■ **EXERCISE DETAILS**
Find each line of the entries with the string "shape", please, and copy it.

Collected data entries:
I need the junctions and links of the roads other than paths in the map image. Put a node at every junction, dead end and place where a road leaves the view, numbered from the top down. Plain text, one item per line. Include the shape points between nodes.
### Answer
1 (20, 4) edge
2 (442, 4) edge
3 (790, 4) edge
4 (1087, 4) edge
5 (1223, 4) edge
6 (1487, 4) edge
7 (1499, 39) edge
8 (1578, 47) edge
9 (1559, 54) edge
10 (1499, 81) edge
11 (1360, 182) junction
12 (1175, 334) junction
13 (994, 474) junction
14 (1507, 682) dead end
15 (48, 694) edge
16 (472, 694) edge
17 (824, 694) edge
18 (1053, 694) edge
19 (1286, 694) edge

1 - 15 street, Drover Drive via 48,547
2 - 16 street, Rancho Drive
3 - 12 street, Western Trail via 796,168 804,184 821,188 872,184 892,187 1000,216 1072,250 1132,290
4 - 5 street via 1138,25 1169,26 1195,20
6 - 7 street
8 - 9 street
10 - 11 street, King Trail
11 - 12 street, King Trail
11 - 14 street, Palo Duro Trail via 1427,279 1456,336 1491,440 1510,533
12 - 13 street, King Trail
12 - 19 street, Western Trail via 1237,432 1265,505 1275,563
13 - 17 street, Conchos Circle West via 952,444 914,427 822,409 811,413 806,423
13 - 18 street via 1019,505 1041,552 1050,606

...

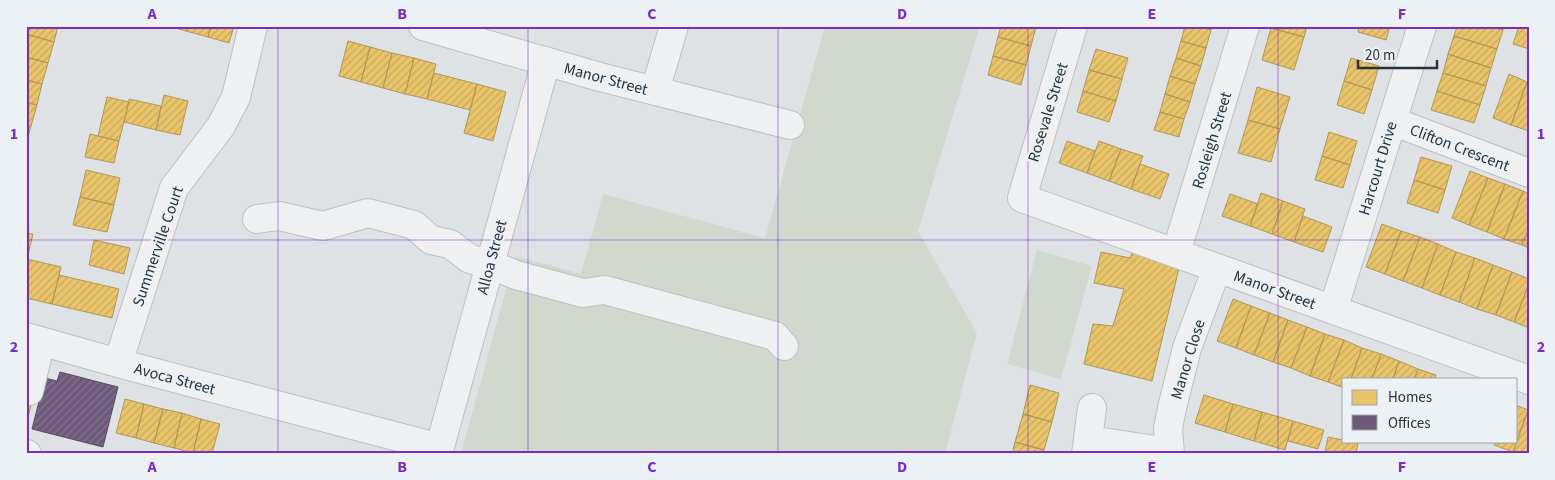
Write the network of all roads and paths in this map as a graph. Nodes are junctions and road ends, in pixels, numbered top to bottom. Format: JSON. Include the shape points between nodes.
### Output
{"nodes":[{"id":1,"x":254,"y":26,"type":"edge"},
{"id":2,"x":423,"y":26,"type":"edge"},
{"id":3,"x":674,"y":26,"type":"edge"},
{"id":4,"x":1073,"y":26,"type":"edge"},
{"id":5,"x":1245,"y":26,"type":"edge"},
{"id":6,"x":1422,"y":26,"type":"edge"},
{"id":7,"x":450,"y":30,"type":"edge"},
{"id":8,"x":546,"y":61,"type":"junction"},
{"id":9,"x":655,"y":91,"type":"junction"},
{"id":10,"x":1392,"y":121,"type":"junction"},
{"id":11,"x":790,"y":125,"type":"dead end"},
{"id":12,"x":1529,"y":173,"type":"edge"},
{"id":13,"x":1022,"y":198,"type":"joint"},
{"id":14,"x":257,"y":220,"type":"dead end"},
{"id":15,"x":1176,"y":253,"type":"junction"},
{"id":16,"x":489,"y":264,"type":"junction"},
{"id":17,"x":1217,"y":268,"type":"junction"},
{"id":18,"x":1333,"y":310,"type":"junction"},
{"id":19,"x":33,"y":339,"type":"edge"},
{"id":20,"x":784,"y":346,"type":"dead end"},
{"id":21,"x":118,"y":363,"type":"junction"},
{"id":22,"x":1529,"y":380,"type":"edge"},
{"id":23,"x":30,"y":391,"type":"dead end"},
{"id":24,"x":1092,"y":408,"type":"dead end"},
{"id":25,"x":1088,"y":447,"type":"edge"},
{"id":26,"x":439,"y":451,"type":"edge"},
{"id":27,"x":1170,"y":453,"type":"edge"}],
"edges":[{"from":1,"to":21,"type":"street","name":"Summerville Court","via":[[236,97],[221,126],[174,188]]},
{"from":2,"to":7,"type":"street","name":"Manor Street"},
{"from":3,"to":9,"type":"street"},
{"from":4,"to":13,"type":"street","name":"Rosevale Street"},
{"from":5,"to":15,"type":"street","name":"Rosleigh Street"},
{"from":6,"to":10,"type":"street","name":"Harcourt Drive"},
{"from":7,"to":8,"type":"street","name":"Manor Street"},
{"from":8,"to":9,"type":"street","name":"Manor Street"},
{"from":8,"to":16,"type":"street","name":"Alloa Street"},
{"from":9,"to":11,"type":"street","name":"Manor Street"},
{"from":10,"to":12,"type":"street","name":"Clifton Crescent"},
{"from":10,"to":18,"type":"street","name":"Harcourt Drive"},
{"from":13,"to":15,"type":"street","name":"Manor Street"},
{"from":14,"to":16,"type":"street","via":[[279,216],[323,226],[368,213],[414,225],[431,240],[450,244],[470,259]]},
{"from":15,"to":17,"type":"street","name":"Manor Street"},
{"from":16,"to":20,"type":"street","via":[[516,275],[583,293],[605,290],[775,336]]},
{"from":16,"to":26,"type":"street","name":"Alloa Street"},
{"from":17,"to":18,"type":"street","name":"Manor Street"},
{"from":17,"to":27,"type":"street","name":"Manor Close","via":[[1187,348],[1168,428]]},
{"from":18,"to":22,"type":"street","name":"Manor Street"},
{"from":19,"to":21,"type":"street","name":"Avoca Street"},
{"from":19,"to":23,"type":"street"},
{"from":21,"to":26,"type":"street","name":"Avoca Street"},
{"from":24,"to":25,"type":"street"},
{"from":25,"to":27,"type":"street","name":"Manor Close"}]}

■ **WRITTEN RESPONSE**
I need the junctions and links of the roads other than paths in the map image. Put a node at every junction, dead end and place where a road leaves the view, numbered from the top down. Plain text, one item per line. Include the shape points between nodes.
Write the network of all roads and paths in this map as a graph. Nodes are junctions and road ends, in pixels, numbered top to bottom. Format: JSON. Include the shape points between nodes.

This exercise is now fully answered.